The City Council voted 6-2 on Thursday to give the OK for Mayor Peter Carlisle’s plan to sell the city’s 12 affordable rental complexes for $142 million despite reservations raised by people from Chinatown and a competing developer who said the plan would force 700 tenants from their homes.
The agreement with Honolulu Affordable Housing Partners LLC requires the corporation to retain most of the 1,257 units as affordable rentals for the life of the 65-year lease and pump a minimum of $42 million in improvements into the projects.
Keith Ishida, city housing office director, said city taxpayers are subsidizing the projects at a rate of $500,000 a month.
Councilmen Tom Berg and Romy Cachola voted to reject the plan, saying that a vote should be postponed until more of their concerns could be addressed. Four of the members voting for it — Stanley Chang, Nestor Garcia, Ann Kobayashi and Ernie Martin — did so with strong reservations.
The plan is viewed as a key victory for the Carlisle administration. Carlisle’s predecessors have tried unsuccessfully to remove the city from the affordable-rental management business since the Ewa Villages scandal in the late 1990s. City housing official Michael Kahapea was imprisoned after being found guilty of stealing nearly $6 million in housing funds.
The fate of the proposed sale was far from certain during most of Thursday’s three-hour Council meeting.
Chuck Wathen, founder of the Hawaii Housing Alliance and president of Pier Management Hawaii LLC, urged Council members to delay approval of the sales plan until they could look into his claim that the proposal would put an estimated 719 "workforce," or gap-group, tenants out of their homes due to a change in eligibility requirements that would create more lower-income units and a proviso that allows HAHP to raise rents up to 10 percent annually.
Workforce renters are those people who work but can’t afford market-rate rentals, according to Wathen.
Wathen said the city will be breaking a promise made to some tenants that the complexes "would be mixed-income housing forever." Providing subsidies for those gap-group dwellers would cost taxpayers up to $2 million annually, he said.
Otherwise, Wathen said, displaced renters would be thrown into a housing market where "there has not been a workforce housing rental project built since 1989."
Wathen also called for the plan to be rejected because HAHP was allowed to extend the deadline to close the deal until March 2014 when all other bidders were told the sale would need to close by Oct. 31, 2012.
Wathen, who submitted a proposal to purchase the units, said he had no intention of taking the matter to court.

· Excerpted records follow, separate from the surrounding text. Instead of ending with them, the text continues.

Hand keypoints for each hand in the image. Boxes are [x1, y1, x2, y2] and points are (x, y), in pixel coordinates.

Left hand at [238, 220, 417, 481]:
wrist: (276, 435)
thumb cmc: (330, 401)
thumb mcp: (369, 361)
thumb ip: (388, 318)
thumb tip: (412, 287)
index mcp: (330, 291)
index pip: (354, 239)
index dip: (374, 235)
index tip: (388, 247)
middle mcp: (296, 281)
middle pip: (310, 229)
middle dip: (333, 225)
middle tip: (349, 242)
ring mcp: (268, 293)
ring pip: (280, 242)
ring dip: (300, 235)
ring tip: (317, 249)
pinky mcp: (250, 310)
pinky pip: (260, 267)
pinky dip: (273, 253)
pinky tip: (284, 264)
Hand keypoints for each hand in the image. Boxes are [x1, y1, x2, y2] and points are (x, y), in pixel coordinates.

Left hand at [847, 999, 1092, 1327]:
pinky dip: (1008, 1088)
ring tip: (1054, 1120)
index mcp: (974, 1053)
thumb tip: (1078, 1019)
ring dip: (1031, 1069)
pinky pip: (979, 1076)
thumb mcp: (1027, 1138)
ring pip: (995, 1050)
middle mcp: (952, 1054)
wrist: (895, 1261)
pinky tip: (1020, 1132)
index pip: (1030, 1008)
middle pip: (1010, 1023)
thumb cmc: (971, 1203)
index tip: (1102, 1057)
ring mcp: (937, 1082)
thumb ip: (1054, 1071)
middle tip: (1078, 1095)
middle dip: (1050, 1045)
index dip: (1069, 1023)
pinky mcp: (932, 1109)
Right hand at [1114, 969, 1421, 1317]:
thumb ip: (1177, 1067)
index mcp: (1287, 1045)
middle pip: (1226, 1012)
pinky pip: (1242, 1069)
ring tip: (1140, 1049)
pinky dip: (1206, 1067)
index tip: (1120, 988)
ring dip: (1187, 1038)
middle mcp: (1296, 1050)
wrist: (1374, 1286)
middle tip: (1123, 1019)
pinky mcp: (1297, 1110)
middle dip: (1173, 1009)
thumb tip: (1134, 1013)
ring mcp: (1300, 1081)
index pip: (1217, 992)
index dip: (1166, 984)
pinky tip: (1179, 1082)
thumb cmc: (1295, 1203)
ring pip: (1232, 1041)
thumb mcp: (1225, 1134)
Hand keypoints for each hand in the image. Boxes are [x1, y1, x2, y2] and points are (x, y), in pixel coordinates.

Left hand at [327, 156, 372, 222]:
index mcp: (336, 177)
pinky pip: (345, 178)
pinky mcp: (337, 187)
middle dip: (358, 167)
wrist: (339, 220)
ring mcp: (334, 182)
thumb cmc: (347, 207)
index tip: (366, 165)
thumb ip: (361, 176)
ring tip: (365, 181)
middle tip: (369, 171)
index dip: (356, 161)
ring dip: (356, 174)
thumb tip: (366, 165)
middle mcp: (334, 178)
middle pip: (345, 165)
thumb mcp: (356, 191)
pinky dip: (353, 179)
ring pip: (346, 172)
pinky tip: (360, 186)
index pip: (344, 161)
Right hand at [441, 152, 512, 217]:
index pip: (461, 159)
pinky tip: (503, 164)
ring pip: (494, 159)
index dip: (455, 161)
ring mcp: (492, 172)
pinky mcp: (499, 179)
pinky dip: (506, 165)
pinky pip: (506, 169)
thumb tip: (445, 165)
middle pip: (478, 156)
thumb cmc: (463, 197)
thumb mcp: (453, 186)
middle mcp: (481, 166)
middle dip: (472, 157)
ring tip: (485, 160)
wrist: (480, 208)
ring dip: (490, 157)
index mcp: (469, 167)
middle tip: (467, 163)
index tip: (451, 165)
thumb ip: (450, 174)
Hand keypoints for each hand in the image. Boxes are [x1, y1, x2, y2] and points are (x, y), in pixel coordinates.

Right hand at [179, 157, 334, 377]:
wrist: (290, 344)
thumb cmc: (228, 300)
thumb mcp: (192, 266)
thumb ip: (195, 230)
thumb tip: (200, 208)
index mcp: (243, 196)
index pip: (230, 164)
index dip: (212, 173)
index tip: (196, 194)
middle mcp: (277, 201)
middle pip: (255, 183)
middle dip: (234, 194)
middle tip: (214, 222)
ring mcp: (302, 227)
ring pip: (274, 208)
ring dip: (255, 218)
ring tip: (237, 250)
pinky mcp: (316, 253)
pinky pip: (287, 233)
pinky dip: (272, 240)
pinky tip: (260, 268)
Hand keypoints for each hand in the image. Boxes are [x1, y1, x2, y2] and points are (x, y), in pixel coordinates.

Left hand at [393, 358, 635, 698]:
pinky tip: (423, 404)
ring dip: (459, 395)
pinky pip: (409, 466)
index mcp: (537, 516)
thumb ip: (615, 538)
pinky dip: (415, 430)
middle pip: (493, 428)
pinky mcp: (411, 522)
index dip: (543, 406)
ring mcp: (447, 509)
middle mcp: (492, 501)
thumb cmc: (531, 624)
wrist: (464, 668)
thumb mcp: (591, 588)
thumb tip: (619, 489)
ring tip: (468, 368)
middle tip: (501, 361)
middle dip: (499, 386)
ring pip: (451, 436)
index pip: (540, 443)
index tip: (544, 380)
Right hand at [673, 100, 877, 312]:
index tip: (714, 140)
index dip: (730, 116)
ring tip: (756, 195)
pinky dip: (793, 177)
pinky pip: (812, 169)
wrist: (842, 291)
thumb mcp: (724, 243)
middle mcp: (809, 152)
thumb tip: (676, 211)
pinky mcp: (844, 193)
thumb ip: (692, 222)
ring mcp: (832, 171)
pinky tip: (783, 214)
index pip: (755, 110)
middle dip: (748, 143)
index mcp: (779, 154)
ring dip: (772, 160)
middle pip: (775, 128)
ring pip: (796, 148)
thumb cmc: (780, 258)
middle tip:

Susan Lebo, a member of the Chinatown Gateway Plaza Tenant Association, said her state government job will not allow her to keep up with a 10 percent annual increase in rent. Lebo said she wants to know who would be eligible for the subsidy city officials have promised for those who can’t afford their rents.
"There isn’t a surplus of workforce housing outside of these 12 city-owned buildings," Lebo said. "Where am I going to go when I am displaced or don’t quality for this rental assistance?"
Lebo and others also voiced concerns that a majority of the projects are within the Chinatown district, which has not had representation since Councilwoman Tulsi Gabbard resigned in August in a run for Congress.
Veteran housing developer Peter Savio said he also opposed the project in part because it appeared the city was trying to rush it through.
Earlier this year the city sought proposals to sell the housing projects and received seven bids. It awarded the sale to HAHP in the summer.
Savio said he personally did not submit a proposal because the criteria did not allow for his plan to start a program allowing residents to become owners and gain equity from the project.
"It would allow every tenant to become a homeowner outside the project," Savio said.
Savio said he agreed with Wathen that HAHP was given an unfair advantage by being allowed to close later, when the Oct. 31 deadline given to everyone else discouraged many from bidding.
City officials insisted that the change in the closing deadline was information made available to the public under a bill approved by the Council earlier this year that was related to the planned sale.
Bill Rice, an official with Arcadia, Calif.-based Highland Property Development LLC, HAHP’s lead partner, said "our best guess" is for the sale to close by the second quarter of 2013.
Contrary to Wathen’s warnings, "we’re actually increasing the supply of workforce housing," the city’s Ishida said. More of the housing would be made available to those making 60 percent of median income or less, he said, "people who work in food service or retail trades … folks who work every day but earn very low wages and because of that are very vulnerable to cost increases in rents."
Council members who approved the plan but noted reservations said they did not expect all their concerns to ever be addressed and that they were reluctant for the matter to be sent back to committee or have the bid process reopened, possibly exposing the city to liability.